ABOUT THIS EXERCISE:
Give back every entry below, exactly as written.

DATA FOR REVIEW:
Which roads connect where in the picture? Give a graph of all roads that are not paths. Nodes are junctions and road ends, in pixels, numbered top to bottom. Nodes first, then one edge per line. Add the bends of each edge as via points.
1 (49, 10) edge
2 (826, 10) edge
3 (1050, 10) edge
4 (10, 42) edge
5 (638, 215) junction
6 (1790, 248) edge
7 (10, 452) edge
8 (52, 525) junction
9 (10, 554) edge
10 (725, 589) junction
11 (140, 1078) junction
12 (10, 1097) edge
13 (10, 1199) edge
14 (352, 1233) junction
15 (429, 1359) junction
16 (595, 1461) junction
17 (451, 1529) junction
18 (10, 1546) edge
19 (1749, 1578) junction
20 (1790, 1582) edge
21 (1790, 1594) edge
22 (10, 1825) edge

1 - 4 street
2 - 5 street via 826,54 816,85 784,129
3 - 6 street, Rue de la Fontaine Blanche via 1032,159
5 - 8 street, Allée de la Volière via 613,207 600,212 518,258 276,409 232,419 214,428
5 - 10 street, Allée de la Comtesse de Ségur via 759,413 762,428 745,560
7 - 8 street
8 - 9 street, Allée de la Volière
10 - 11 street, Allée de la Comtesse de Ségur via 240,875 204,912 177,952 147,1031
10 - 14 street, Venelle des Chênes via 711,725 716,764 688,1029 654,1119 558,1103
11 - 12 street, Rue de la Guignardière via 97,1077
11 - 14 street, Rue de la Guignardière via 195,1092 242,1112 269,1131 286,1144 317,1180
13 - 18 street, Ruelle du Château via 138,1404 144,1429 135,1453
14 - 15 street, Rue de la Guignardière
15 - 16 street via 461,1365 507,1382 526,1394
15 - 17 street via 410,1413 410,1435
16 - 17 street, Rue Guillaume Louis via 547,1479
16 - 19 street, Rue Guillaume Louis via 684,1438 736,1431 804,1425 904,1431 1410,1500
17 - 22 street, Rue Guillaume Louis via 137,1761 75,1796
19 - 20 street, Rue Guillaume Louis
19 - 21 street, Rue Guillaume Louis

RESPONSE TO THIS EXERCISE:
Which roads connect where in the picture? Give a graph of all roads that are not paths. Nodes are junctions and road ends, in pixels, numbered top to bottom. Nodes first, then one edge per line. Add the bends of each edge as via points.
1 (49, 10) edge
2 (826, 10) edge
3 (1050, 10) edge
4 (10, 42) edge
5 (638, 215) junction
6 (1790, 248) edge
7 (10, 452) edge
8 (52, 525) junction
9 (10, 554) edge
10 (725, 589) junction
11 (140, 1078) junction
12 (10, 1097) edge
13 (10, 1199) edge
14 (352, 1233) junction
15 (429, 1359) junction
16 (595, 1461) junction
17 (451, 1529) junction
18 (10, 1546) edge
19 (1749, 1578) junction
20 (1790, 1582) edge
21 (1790, 1594) edge
22 (10, 1825) edge

1 - 4 street
2 - 5 street via 826,54 816,85 784,129
3 - 6 street, Rue de la Fontaine Blanche via 1032,159
5 - 8 street, Allée de la Volière via 613,207 600,212 518,258 276,409 232,419 214,428
5 - 10 street, Allée de la Comtesse de Ségur via 759,413 762,428 745,560
7 - 8 street
8 - 9 street, Allée de la Volière
10 - 11 street, Allée de la Comtesse de Ségur via 240,875 204,912 177,952 147,1031
10 - 14 street, Venelle des Chênes via 711,725 716,764 688,1029 654,1119 558,1103
11 - 12 street, Rue de la Guignardière via 97,1077
11 - 14 street, Rue de la Guignardière via 195,1092 242,1112 269,1131 286,1144 317,1180
13 - 18 street, Ruelle du Château via 138,1404 144,1429 135,1453
14 - 15 street, Rue de la Guignardière
15 - 16 street via 461,1365 507,1382 526,1394
15 - 17 street via 410,1413 410,1435
16 - 17 street, Rue Guillaume Louis via 547,1479
16 - 19 street, Rue Guillaume Louis via 684,1438 736,1431 804,1425 904,1431 1410,1500
17 - 22 street, Rue Guillaume Louis via 137,1761 75,1796
19 - 20 street, Rue Guillaume Louis
19 - 21 street, Rue Guillaume Louis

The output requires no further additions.